The transaction signal received by the transaction container in the transaction platform is initially INIT after the signal management module of the container enters a warehouse; each transaction signal after warehousing is positioned in a logic queue, and the logic main key of the queue is stratInstId+symbol+position direction; after non-trade time or high-priority signals are enqueued, part of signals are directly pushed to an UNDO state; if the same signal types are in INIT, merging, and pushing the MERGED signals to MERGED; the signal is normally dequeued for execution, and the state flow is transferred to WAITING WAITING algorithm for execution; the signal enters the algorithm to execute the sheet disassembly, and the state is changed into RUNNING; after the signal in the RUNNING state is terminated by the signal of high priority, the stream is converted into UNDO; the abnormal condition advances to unknown; normally the signal is DONE to DONE.
As shown in fig. 4, the bin and month shifting process of the transaction platform is as follows: s1: the trading container monitors a bin shifting and month shifting signal S2 sent by a trading timing task system: if the execution signal with low priority exists, the bin shifting and month changing signal can terminate the execution signal with lower priority than the execution signal, and then enter algorithm execution after receiving termination return, otherwise directly enter algorithm. S3: after algorithm transaction is entered, algorithm calculation is started, and if the number of hands is 0, a strategy bin is directly updated to be a new master contract; if the number of hands is greater than 0, a newspaper is sent according to the buying and selling amount and the price, and monitoring of the return of the current order is established. After the warehouse moving and month changing process S3 of the transaction platform, if the return is successful, the transaction record is updated; if the return fails, a request for removing the list is sent; if the report refuses the bill, triggering the wind control alarm monitoring mechanism and sending an alarm signal.
Figures 5, 6, and 7 are flow charts of the newspaper, drop and check of the transaction microservice subsystem, respectively. The transaction platform comprises a transaction micro-service subsystem, and the newspaper flow is as follows: s1: dynamically routing the request to a corresponding transaction channel routing gateway at the client signaled in the market routing module of the transaction container; s2: the channel route receives the report request, carries out secondary service route and forwards the request to the CTP channel or the IB channel; s3: after receiving the request, the corresponding channel firstly checks whether the channel is established, if not, the channel is initialized and established; s4: checking the login state of the user, and if the user does not login, re-login is performed; s5: converting parameters, converting to parameters required by corresponding markets, and converting the newspaper request to a redis triggering asynchronous database; s6: and finally, sending the request to the market and waiting for the subsequent return of the market.

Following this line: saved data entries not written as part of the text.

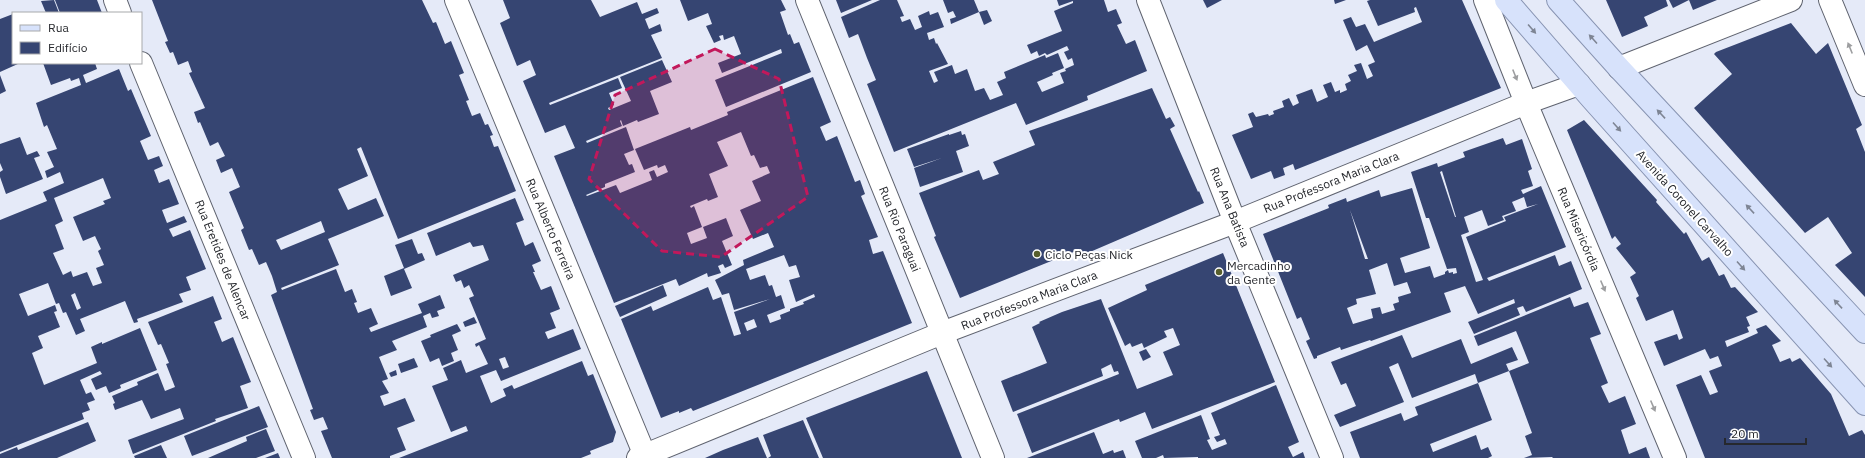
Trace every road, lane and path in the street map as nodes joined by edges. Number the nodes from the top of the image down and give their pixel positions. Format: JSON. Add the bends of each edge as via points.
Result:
{"nodes":[{"id":1,"x":115,"y":0,"type":"edge"},
{"id":2,"x":456,"y":0,"type":"edge"},
{"id":3,"x":807,"y":0,"type":"edge"},
{"id":4,"x":1148,"y":0,"type":"edge"},
{"id":5,"x":1485,"y":0,"type":"edge"},
{"id":6,"x":1506,"y":0,"type":"edge"},
{"id":7,"x":1558,"y":0,"type":"edge"},
{"id":8,"x":1792,"y":0,"type":"edge"},
{"id":9,"x":1830,"y":0,"type":"edge"},
{"id":10,"x":120,"y":12,"type":"edge"},
{"id":11,"x":141,"y":64,"type":"edge"},
{"id":12,"x":1619,"y":68,"type":"junction"},
{"id":13,"x":1579,"y":84,"type":"junction"},
{"id":14,"x":1865,"y":84,"type":"edge"},
{"id":15,"x":1526,"y":103,"type":"junction"},
{"id":16,"x":1235,"y":222,"type":"junction"},
{"id":17,"x":1865,"y":332,"type":"edge"},
{"id":18,"x":942,"y":333,"type":"junction"},
{"id":19,"x":1865,"y":404,"type":"edge"},
{"id":20,"x":643,"y":457,"type":"edge"},
{"id":21,"x":304,"y":458,"type":"edge"},
{"id":22,"x":993,"y":458,"type":"edge"},
{"id":23,"x":1332,"y":458,"type":"edge"},
{"id":24,"x":1675,"y":458,"type":"edge"}],
"edges":[{"from":1,"to":10,"type":"street"},
{"from":2,"to":20,"type":"street","name":"Rua Alberto Ferreira"},
{"from":3,"to":18,"type":"street","name":"Rua Rio Paraguai"},
{"from":4,"to":16,"type":"street","name":"Rua Ana Batista"},
{"from":5,"to":15,"type":"street","name":"Rua Misericórdia","one_way":true},
{"from":6,"to":13,"type":"main road","name":"Avenida Coronel Carvalho","one_way":true},
{"from":12,"to":7,"type":"main road","one_way":true},
{"from":8,"to":12,"type":"street"},
{"from":14,"to":9,"type":"street","one_way":true},
{"from":11,"to":21,"type":"street","name":"Rua Eretides de Alencar"},
{"from":17,"to":12,"type":"main road","one_way":true},
{"from":13,"to":15,"type":"street","name":"Rua Professora Maria Clara"},
{"from":13,"to":19,"type":"main road","name":"Avenida Coronel Carvalho","one_way":true},
{"from":15,"to":16,"type":"street","name":"Rua Professora Maria Clara"},
{"from":15,"to":24,"type":"street","name":"Rua Misericórdia","one_way":true},
{"from":16,"to":18,"type":"street","name":"Rua Professora Maria Clara"},
{"from":16,"to":23,"type":"street","name":"Rua Ana Batista"},
{"from":18,"to":20,"type":"street","name":"Rua Professora Maria Clara"},
{"from":18,"to":22,"type":"street","name":"Rua Rio Paraguai"}]}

After receiving the market return, the report flow S6 of the transaction micro-service subsystem firstly acquires order information from the redis, then constructs an event corresponding to the transaction container, and calls the basic service of container management to send the return to the transaction container.
The form removing operation of the transaction micro-service subsystem comprises the steps of removing a form when a transaction container is not in contact, manually removing a manual form from a page, or removing the form after a disc is timed, wherein the form removing process comprises the following steps of: s1: after receiving the request for removing the list, the OTC forwards the request to a corresponding CTP channel or IB channel according to the corresponding brookereID; s2: carrying out data removal packaging after parameter verification; s3: checking the login state of the user, and if the user does not login, re-login is performed; s4: after obtaining account login connection, directly sending a form removing request; s5: and after synchronously collecting the return of the withdrawal list, carrying out subsequent state change.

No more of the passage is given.